== Task instructions ==
Line by line, copy the records below exactly and leave the pictures out.

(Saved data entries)
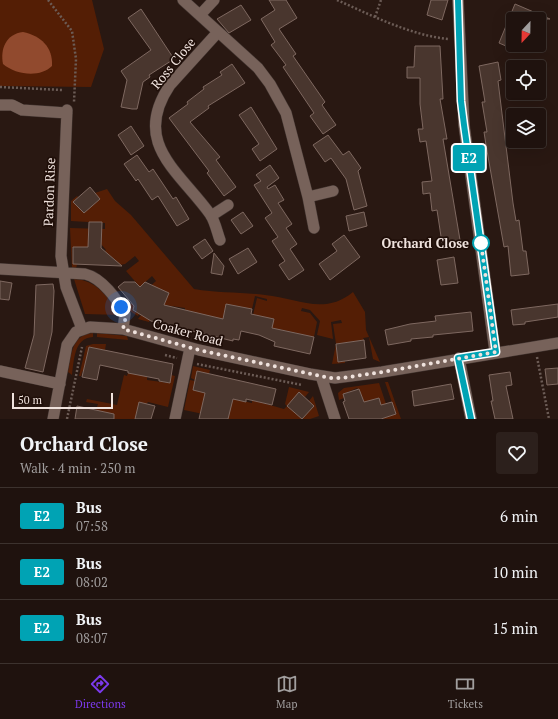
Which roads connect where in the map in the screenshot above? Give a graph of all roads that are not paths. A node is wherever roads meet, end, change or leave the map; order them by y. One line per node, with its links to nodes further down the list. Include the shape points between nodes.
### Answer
1 (183, 0): 4 (street)
2 (214, 0): 4 (street)
3 (458, 0): 19 (street, via 464,125)
4 (200, 15): 5 (street)
5 (218, 32): 8 (street, via 258,68 286,113); 10 (street, Ross Close, via 170,85 155,116 159,149)
6 (0, 105): 14 (street, Pardon Rise, via 12,105 22,110 67,112 61,241)
7 (333, 191): 8 (street)
8 (308, 197): 11 (street)
9 (228, 205): 10 (street)
10 (211, 216): 12 (street, Ross Close)
11 (314, 228)
12 (220, 240)
13 (0, 269): 14 (street)
14 (63, 273): 15 (street, Pardon Rise, via 70,301); 16 (street, via 89,275 100,282 125,314)
15 (82, 329): 16 (street, Coaker Road); 23 (street, via 67,345)
16 (123, 329): 18 (street, Coaker Road)
17 (558, 343): 19 (street, Coaker Road)
18 (190, 348): 22 (street, Coaker Road); 25 (street)
19 (496, 352): 20 (street, Coaker Road)
20 (458, 358): 22 (street, Coaker Road, via 342,378); 27 (street)
21 (0, 371): 23 (street)
22 (321, 376): 26 (street)
23 (60, 384): 24 (street)
24 (53, 419)
25 (175, 419)
26 (335, 419)
27 (471, 419)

== Your solution ==
Which roads connect where in the map in the screenshot above? Give a graph of all roads that are not paths. A node is wherever roads meet, end, change or leave the map; order them by y. One line per node, with its links to nodes further down the list. Include the shape points between nodes.
### Answer
1 (183, 0): 4 (street)
2 (214, 0): 4 (street)
3 (458, 0): 19 (street, via 464,125)
4 (200, 15): 5 (street)
5 (218, 32): 8 (street, via 258,68 286,113); 10 (street, Ross Close, via 170,85 155,116 159,149)
6 (0, 105): 14 (street, Pardon Rise, via 12,105 22,110 67,112 61,241)
7 (333, 191): 8 (street)
8 (308, 197): 11 (street)
9 (228, 205): 10 (street)
10 (211, 216): 12 (street, Ross Close)
11 (314, 228)
12 (220, 240)
13 (0, 269): 14 (street)
14 (63, 273): 15 (street, Pardon Rise, via 70,301); 16 (street, via 89,275 100,282 125,314)
15 (82, 329): 16 (street, Coaker Road); 23 (street, via 67,345)
16 (123, 329): 18 (street, Coaker Road)
17 (558, 343): 19 (street, Coaker Road)
18 (190, 348): 22 (street, Coaker Road); 25 (street)
19 (496, 352): 20 (street, Coaker Road)
20 (458, 358): 22 (street, Coaker Road, via 342,378); 27 (street)
21 (0, 371): 23 (street)
22 (321, 376): 26 (street)
23 (60, 384): 24 (street)
24 (53, 419)
25 (175, 419)
26 (335, 419)
27 (471, 419)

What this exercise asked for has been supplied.